═══ Given data

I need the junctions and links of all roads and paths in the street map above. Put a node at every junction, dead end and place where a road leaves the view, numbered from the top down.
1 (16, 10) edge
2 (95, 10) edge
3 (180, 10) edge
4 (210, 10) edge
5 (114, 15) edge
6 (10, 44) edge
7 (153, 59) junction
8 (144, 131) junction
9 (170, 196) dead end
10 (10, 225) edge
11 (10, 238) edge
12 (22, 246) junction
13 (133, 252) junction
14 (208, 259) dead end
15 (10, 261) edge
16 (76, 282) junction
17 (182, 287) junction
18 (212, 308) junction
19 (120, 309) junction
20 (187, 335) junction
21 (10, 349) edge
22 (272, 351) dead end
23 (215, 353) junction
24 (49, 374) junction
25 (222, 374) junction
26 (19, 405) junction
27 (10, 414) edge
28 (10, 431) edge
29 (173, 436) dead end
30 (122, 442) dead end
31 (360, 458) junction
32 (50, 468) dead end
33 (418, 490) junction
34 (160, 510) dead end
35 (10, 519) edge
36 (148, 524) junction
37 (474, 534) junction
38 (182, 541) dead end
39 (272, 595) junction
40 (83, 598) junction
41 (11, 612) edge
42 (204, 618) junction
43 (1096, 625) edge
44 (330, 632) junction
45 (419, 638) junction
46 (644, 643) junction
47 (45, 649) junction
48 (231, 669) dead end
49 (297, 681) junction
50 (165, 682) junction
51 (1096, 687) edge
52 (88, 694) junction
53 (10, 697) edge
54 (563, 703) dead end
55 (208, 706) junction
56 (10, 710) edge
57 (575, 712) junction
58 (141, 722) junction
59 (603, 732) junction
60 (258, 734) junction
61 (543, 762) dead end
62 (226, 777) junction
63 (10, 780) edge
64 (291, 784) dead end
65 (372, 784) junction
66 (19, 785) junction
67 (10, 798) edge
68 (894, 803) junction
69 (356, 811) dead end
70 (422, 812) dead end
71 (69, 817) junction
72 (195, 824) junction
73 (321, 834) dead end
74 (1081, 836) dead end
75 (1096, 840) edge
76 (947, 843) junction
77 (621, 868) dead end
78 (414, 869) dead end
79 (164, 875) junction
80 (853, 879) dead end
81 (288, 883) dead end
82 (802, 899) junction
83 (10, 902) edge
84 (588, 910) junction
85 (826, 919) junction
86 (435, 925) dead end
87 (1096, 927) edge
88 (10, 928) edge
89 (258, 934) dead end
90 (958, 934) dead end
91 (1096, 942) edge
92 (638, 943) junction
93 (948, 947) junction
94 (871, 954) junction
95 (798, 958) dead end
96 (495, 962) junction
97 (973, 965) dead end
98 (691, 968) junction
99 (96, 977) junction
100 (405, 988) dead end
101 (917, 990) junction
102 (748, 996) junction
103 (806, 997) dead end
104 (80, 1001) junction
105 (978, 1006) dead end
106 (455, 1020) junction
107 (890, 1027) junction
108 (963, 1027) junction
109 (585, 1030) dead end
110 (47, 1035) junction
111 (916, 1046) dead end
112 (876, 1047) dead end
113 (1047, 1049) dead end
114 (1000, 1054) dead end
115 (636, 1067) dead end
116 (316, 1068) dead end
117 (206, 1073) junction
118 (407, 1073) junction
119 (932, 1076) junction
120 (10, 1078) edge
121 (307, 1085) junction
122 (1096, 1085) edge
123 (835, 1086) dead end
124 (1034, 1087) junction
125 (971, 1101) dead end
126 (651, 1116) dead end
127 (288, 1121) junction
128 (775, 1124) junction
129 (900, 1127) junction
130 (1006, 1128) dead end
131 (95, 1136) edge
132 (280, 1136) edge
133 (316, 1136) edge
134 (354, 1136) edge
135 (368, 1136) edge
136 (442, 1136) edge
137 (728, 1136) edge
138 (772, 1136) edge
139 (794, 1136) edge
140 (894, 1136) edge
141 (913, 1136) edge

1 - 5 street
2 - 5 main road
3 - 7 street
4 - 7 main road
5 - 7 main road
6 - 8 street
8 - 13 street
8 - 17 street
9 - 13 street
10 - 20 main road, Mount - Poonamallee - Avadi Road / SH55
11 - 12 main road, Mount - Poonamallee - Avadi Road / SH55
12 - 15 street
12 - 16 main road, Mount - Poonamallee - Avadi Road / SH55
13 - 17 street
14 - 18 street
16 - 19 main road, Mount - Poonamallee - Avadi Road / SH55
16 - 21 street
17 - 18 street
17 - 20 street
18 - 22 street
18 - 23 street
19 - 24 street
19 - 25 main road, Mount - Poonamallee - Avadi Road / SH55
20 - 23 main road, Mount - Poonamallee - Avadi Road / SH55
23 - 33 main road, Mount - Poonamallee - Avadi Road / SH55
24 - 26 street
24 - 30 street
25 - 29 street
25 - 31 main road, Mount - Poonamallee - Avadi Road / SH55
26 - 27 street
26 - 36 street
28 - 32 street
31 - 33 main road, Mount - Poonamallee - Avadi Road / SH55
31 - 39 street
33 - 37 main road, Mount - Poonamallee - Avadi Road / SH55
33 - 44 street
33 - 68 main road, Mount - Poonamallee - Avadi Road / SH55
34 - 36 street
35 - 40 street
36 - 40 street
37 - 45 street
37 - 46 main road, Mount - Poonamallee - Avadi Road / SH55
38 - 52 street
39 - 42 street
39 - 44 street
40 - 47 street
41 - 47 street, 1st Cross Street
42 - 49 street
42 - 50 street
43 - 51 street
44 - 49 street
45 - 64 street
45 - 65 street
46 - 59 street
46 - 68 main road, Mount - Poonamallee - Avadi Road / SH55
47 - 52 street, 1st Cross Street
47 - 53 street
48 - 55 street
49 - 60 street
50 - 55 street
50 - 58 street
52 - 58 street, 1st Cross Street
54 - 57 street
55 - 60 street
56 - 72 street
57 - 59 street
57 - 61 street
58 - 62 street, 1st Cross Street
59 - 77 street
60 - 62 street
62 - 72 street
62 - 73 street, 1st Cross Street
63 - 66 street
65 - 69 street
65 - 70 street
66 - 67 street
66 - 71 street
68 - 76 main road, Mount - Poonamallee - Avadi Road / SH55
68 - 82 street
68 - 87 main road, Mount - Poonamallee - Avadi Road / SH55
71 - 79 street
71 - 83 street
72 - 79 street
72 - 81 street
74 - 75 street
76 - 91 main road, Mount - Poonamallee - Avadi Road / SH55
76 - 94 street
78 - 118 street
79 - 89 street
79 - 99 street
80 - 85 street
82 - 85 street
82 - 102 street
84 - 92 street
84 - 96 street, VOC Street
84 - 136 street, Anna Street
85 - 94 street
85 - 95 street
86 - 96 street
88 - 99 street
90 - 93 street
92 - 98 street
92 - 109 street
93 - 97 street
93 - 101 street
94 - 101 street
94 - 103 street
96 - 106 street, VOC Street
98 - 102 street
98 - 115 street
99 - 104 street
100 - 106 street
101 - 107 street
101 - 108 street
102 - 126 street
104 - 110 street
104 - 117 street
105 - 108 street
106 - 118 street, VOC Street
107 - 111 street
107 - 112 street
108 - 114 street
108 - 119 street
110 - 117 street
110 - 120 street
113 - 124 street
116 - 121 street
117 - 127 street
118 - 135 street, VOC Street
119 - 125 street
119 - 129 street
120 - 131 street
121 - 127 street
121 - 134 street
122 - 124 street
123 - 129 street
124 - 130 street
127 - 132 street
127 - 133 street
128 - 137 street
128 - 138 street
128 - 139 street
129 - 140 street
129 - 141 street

══════

**Task objective**
Copy each line of the material exactly as shown.

**Finished exercise**
I need the junctions and links of all roads and paths in the street map above. Put a node at every junction, dead end and place where a road leaves the view, numbered from the top down.
1 (16, 10) edge
2 (95, 10) edge
3 (180, 10) edge
4 (210, 10) edge
5 (114, 15) edge
6 (10, 44) edge
7 (153, 59) junction
8 (144, 131) junction
9 (170, 196) dead end
10 (10, 225) edge
11 (10, 238) edge
12 (22, 246) junction
13 (133, 252) junction
14 (208, 259) dead end
15 (10, 261) edge
16 (76, 282) junction
17 (182, 287) junction
18 (212, 308) junction
19 (120, 309) junction
20 (187, 335) junction
21 (10, 349) edge
22 (272, 351) dead end
23 (215, 353) junction
24 (49, 374) junction
25 (222, 374) junction
26 (19, 405) junction
27 (10, 414) edge
28 (10, 431) edge
29 (173, 436) dead end
30 (122, 442) dead end
31 (360, 458) junction
32 (50, 468) dead end
33 (418, 490) junction
34 (160, 510) dead end
35 (10, 519) edge
36 (148, 524) junction
37 (474, 534) junction
38 (182, 541) dead end
39 (272, 595) junction
40 (83, 598) junction
41 (11, 612) edge
42 (204, 618) junction
43 (1096, 625) edge
44 (330, 632) junction
45 (419, 638) junction
46 (644, 643) junction
47 (45, 649) junction
48 (231, 669) dead end
49 (297, 681) junction
50 (165, 682) junction
51 (1096, 687) edge
52 (88, 694) junction
53 (10, 697) edge
54 (563, 703) dead end
55 (208, 706) junction
56 (10, 710) edge
57 (575, 712) junction
58 (141, 722) junction
59 (603, 732) junction
60 (258, 734) junction
61 (543, 762) dead end
62 (226, 777) junction
63 (10, 780) edge
64 (291, 784) dead end
65 (372, 784) junction
66 (19, 785) junction
67 (10, 798) edge
68 (894, 803) junction
69 (356, 811) dead end
70 (422, 812) dead end
71 (69, 817) junction
72 (195, 824) junction
73 (321, 834) dead end
74 (1081, 836) dead end
75 (1096, 840) edge
76 (947, 843) junction
77 (621, 868) dead end
78 (414, 869) dead end
79 (164, 875) junction
80 (853, 879) dead end
81 (288, 883) dead end
82 (802, 899) junction
83 (10, 902) edge
84 (588, 910) junction
85 (826, 919) junction
86 (435, 925) dead end
87 (1096, 927) edge
88 (10, 928) edge
89 (258, 934) dead end
90 (958, 934) dead end
91 (1096, 942) edge
92 (638, 943) junction
93 (948, 947) junction
94 (871, 954) junction
95 (798, 958) dead end
96 (495, 962) junction
97 (973, 965) dead end
98 (691, 968) junction
99 (96, 977) junction
100 (405, 988) dead end
101 (917, 990) junction
102 (748, 996) junction
103 (806, 997) dead end
104 (80, 1001) junction
105 (978, 1006) dead end
106 (455, 1020) junction
107 (890, 1027) junction
108 (963, 1027) junction
109 (585, 1030) dead end
110 (47, 1035) junction
111 (916, 1046) dead end
112 (876, 1047) dead end
113 (1047, 1049) dead end
114 (1000, 1054) dead end
115 (636, 1067) dead end
116 (316, 1068) dead end
117 (206, 1073) junction
118 (407, 1073) junction
119 (932, 1076) junction
120 (10, 1078) edge
121 (307, 1085) junction
122 (1096, 1085) edge
123 (835, 1086) dead end
124 (1034, 1087) junction
125 (971, 1101) dead end
126 (651, 1116) dead end
127 (288, 1121) junction
128 (775, 1124) junction
129 (900, 1127) junction
130 (1006, 1128) dead end
131 (95, 1136) edge
132 (280, 1136) edge
133 (316, 1136) edge
134 (354, 1136) edge
135 (368, 1136) edge
136 (442, 1136) edge
137 (728, 1136) edge
138 (772, 1136) edge
139 (794, 1136) edge
140 (894, 1136) edge
141 (913, 1136) edge

1 - 5 street
2 - 5 main road
3 - 7 street
4 - 7 main road
5 - 7 main road
6 - 8 street
8 - 13 street
8 - 17 street
9 - 13 street
10 - 20 main road, Mount - Poonamallee - Avadi Road / SH55
11 - 12 main road, Mount - Poonamallee - Avadi Road / SH55
12 - 15 street
12 - 16 main road, Mount - Poonamallee - Avadi Road / SH55
13 - 17 street
14 - 18 street
16 - 19 main road, Mount - Poonamallee - Avadi Road / SH55
16 - 21 street
17 - 18 street
17 - 20 street
18 - 22 street
18 - 23 street
19 - 24 street
19 - 25 main road, Mount - Poonamallee - Avadi Road / SH55
20 - 23 main road, Mount - Poonamallee - Avadi Road / SH55
23 - 33 main road, Mount - Poonamallee - Avadi Road / SH55
24 - 26 street
24 - 30 street
25 - 29 street
25 - 31 main road, Mount - Poonamallee - Avadi Road / SH55
26 - 27 street
26 - 36 street
28 - 32 street
31 - 33 main road, Mount - Poonamallee - Avadi Road / SH55
31 - 39 street
33 - 37 main road, Mount - Poonamallee - Avadi Road / SH55
33 - 44 street
33 - 68 main road, Mount - Poonamallee - Avadi Road / SH55
34 - 36 street
35 - 40 street
36 - 40 street
37 - 45 street
37 - 46 main road, Mount - Poonamallee - Avadi Road / SH55
38 - 52 street
39 - 42 street
39 - 44 street
40 - 47 street
41 - 47 street, 1st Cross Street
42 - 49 street
42 - 50 street
43 - 51 street
44 - 49 street
45 - 64 street
45 - 65 street
46 - 59 street
46 - 68 main road, Mount - Poonamallee - Avadi Road / SH55
47 - 52 street, 1st Cross Street
47 - 53 street
48 - 55 street
49 - 60 street
50 - 55 street
50 - 58 street
52 - 58 street, 1st Cross Street
54 - 57 street
55 - 60 street
56 - 72 street
57 - 59 street
57 - 61 street
58 - 62 street, 1st Cross Street
59 - 77 street
60 - 62 street
62 - 72 street
62 - 73 street, 1st Cross Street
63 - 66 street
65 - 69 street
65 - 70 street
66 - 67 street
66 - 71 street
68 - 76 main road, Mount - Poonamallee - Avadi Road / SH55
68 - 82 street
68 - 87 main road, Mount - Poonamallee - Avadi Road / SH55
71 - 79 street
71 - 83 street
72 - 79 street
72 - 81 street
74 - 75 street
76 - 91 main road, Mount - Poonamallee - Avadi Road / SH55
76 - 94 street
78 - 118 street
79 - 89 street
79 - 99 street
80 - 85 street
82 - 85 street
82 - 102 street
84 - 92 street
84 - 96 street, VOC Street
84 - 136 street, Anna Street
85 - 94 street
85 - 95 street
86 - 96 street
88 - 99 street
90 - 93 street
92 - 98 street
92 - 109 street
93 - 97 street
93 - 101 street
94 - 101 street
94 - 103 street
96 - 106 street, VOC Street
98 - 102 street
98 - 115 street
99 - 104 street
100 - 106 street
101 - 107 street
101 - 108 street
102 - 126 street
104 - 110 street
104 - 117 street
105 - 108 street
106 - 118 street, VOC Street
107 - 111 street
107 - 112 street
108 - 114 street
108 - 119 street
110 - 117 street
110 - 120 street
113 - 124 street
116 - 121 street
117 - 127 street
118 - 135 street, VOC Street
119 - 125 street
119 - 129 street
120 - 131 street
121 - 127 street
121 - 134 street
122 - 124 street
123 - 129 street
124 - 130 street
127 - 132 street
127 - 133 street
128 - 137 street
128 - 138 street
128 - 139 street
129 - 140 street
129 - 141 street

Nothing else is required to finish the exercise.